What is needed is the full listing written out exactly, minus the pictures.

▶ Stored data

_ _ _ _

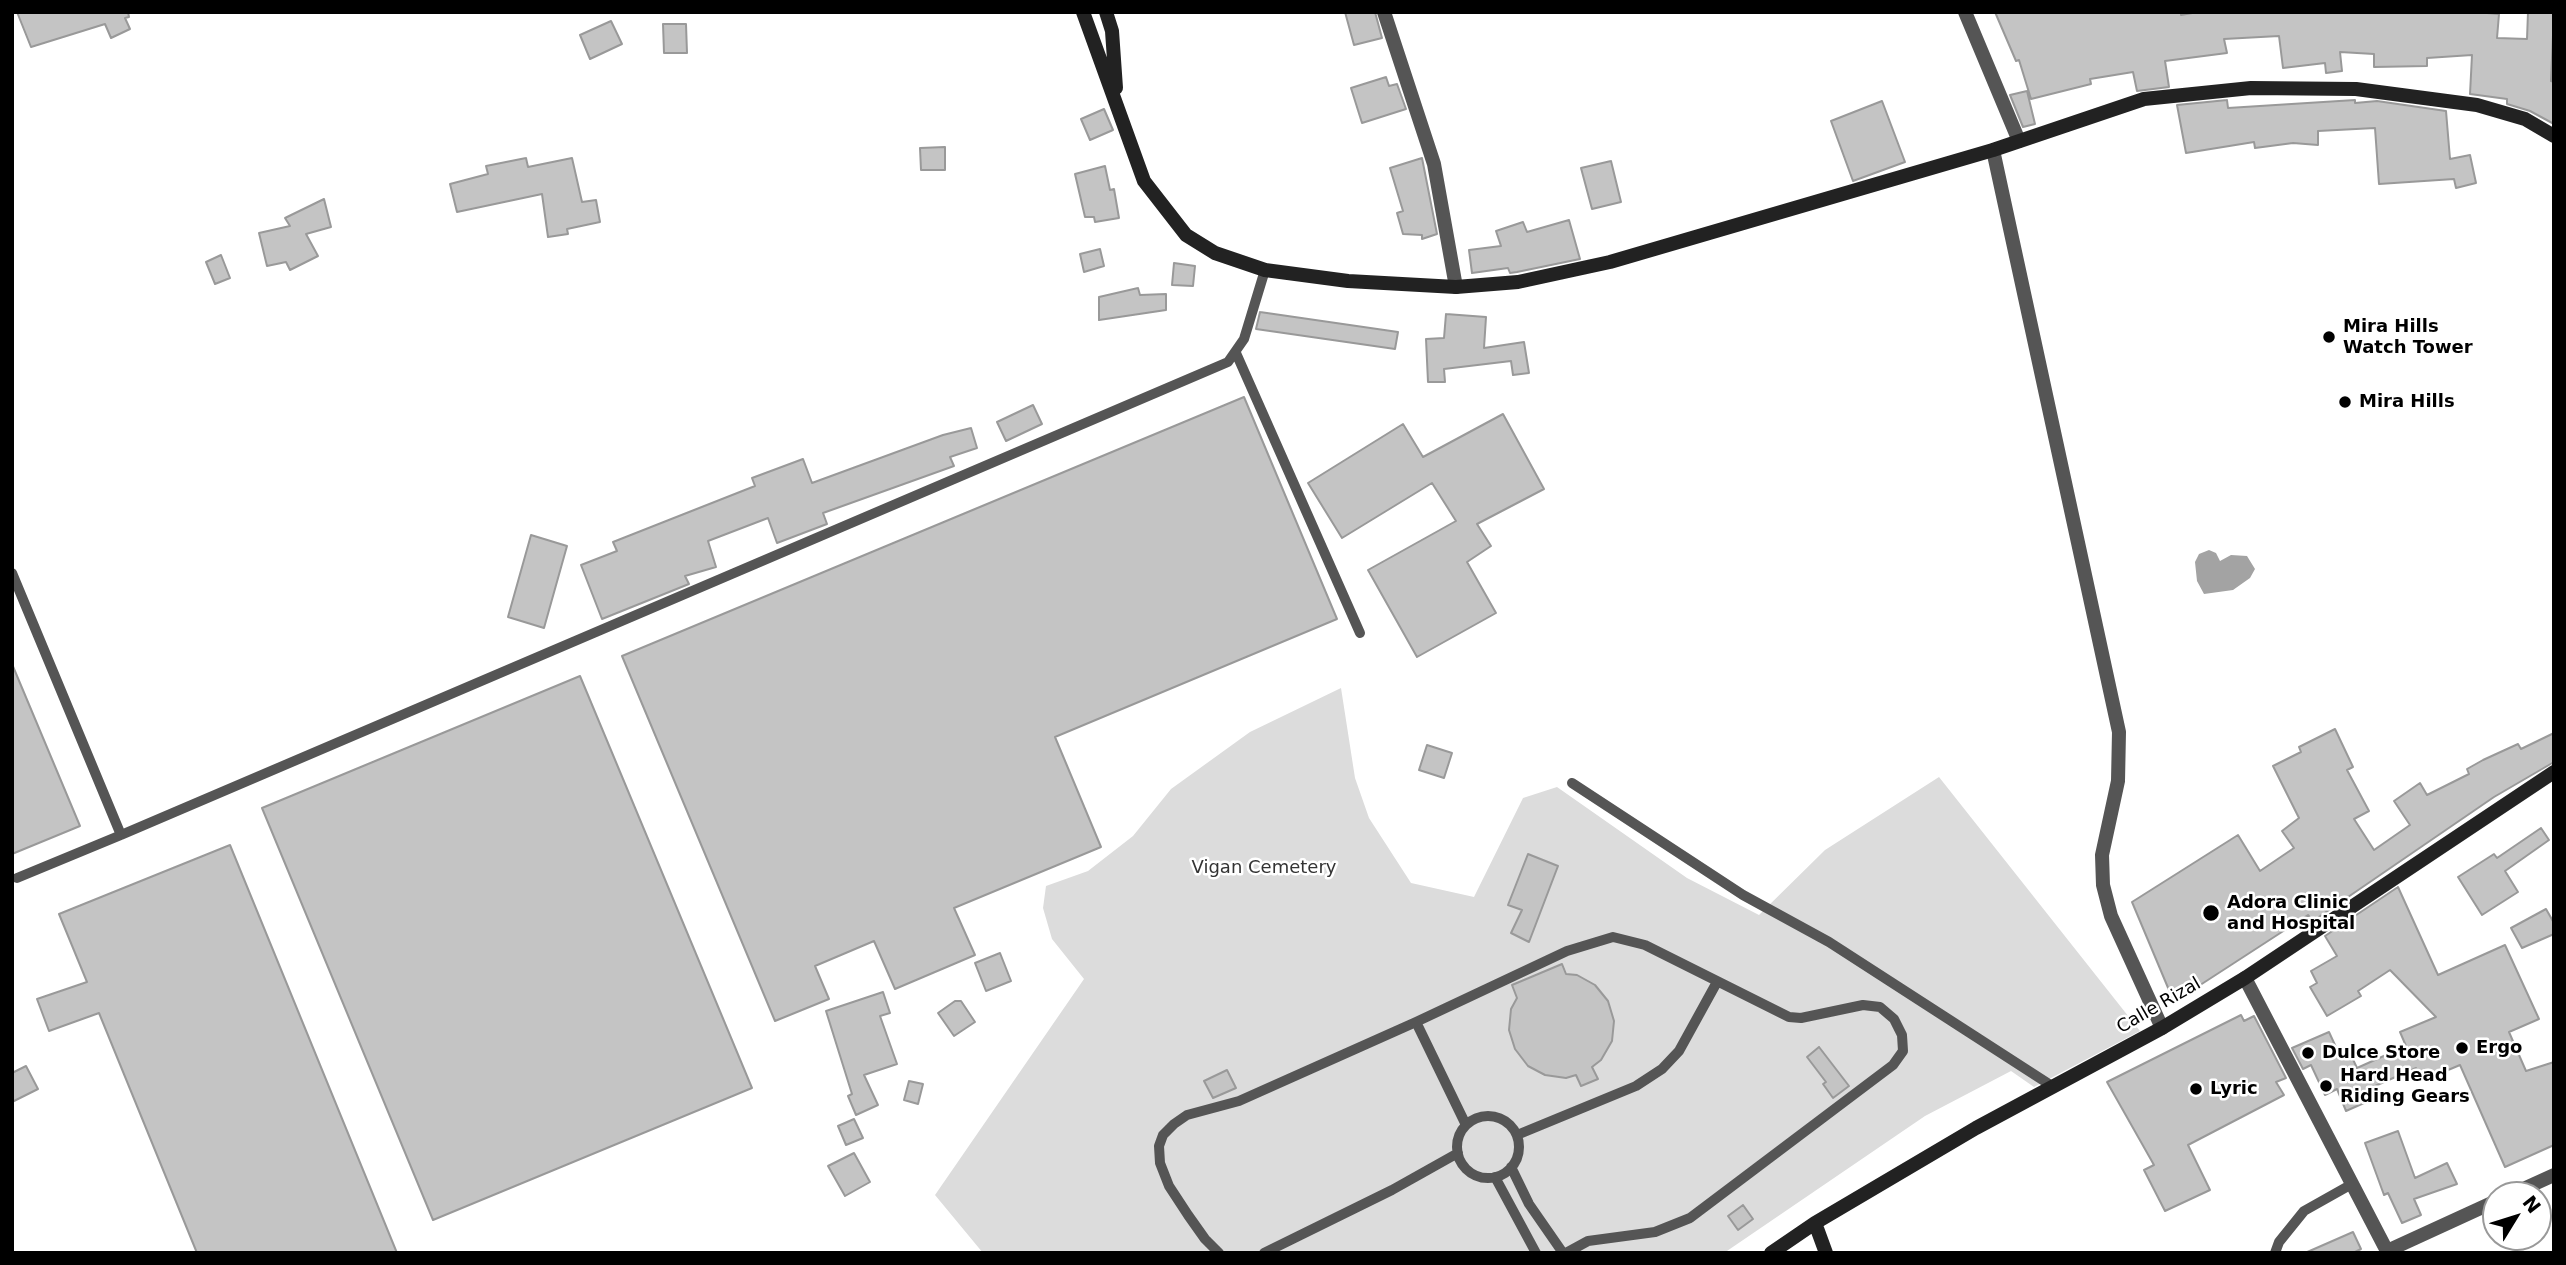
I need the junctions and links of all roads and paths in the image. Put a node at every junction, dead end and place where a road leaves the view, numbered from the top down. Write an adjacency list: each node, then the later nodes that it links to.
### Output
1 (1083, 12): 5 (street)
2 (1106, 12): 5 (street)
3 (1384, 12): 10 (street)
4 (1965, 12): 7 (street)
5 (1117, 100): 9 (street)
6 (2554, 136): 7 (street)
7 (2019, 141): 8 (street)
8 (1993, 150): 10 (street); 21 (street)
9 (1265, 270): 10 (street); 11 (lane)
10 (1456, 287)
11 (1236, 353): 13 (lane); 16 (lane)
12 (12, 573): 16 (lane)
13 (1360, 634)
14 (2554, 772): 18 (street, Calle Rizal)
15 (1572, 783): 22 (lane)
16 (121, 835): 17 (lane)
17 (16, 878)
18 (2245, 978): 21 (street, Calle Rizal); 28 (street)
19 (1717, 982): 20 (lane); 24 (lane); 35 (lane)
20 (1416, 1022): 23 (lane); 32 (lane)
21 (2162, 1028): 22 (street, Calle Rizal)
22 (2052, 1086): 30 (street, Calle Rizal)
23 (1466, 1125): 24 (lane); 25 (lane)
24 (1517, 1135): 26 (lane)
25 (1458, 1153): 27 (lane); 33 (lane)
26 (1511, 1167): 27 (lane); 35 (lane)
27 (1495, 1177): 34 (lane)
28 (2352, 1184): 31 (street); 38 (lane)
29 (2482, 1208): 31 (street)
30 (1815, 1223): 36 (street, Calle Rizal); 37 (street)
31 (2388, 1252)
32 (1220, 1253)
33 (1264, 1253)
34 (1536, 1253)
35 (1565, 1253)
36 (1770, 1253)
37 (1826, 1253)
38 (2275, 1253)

_ _ _ _

▶ Response to this task
I need the junctions and links of all roads and paths in the image. Put a node at every junction, dead end and place where a road leaves the view, numbered from the top down. Write an adjacency list: each node, then the later nodes that it links to.
### Output
1 (1083, 12): 5 (street)
2 (1106, 12): 5 (street)
3 (1384, 12): 10 (street)
4 (1965, 12): 7 (street)
5 (1117, 100): 9 (street)
6 (2554, 136): 7 (street)
7 (2019, 141): 8 (street)
8 (1993, 150): 10 (street); 21 (street)
9 (1265, 270): 10 (street); 11 (lane)
10 (1456, 287)
11 (1236, 353): 13 (lane); 16 (lane)
12 (12, 573): 16 (lane)
13 (1360, 634)
14 (2554, 772): 18 (street, Calle Rizal)
15 (1572, 783): 22 (lane)
16 (121, 835): 17 (lane)
17 (16, 878)
18 (2245, 978): 21 (street, Calle Rizal); 28 (street)
19 (1717, 982): 20 (lane); 24 (lane); 35 (lane)
20 (1416, 1022): 23 (lane); 32 (lane)
21 (2162, 1028): 22 (street, Calle Rizal)
22 (2052, 1086): 30 (street, Calle Rizal)
23 (1466, 1125): 24 (lane); 25 (lane)
24 (1517, 1135): 26 (lane)
25 (1458, 1153): 27 (lane); 33 (lane)
26 (1511, 1167): 27 (lane); 35 (lane)
27 (1495, 1177): 34 (lane)
28 (2352, 1184): 31 (street); 38 (lane)
29 (2482, 1208): 31 (street)
30 (1815, 1223): 36 (street, Calle Rizal); 37 (street)
31 (2388, 1252)
32 (1220, 1253)
33 (1264, 1253)
34 (1536, 1253)
35 (1565, 1253)
36 (1770, 1253)
37 (1826, 1253)
38 (2275, 1253)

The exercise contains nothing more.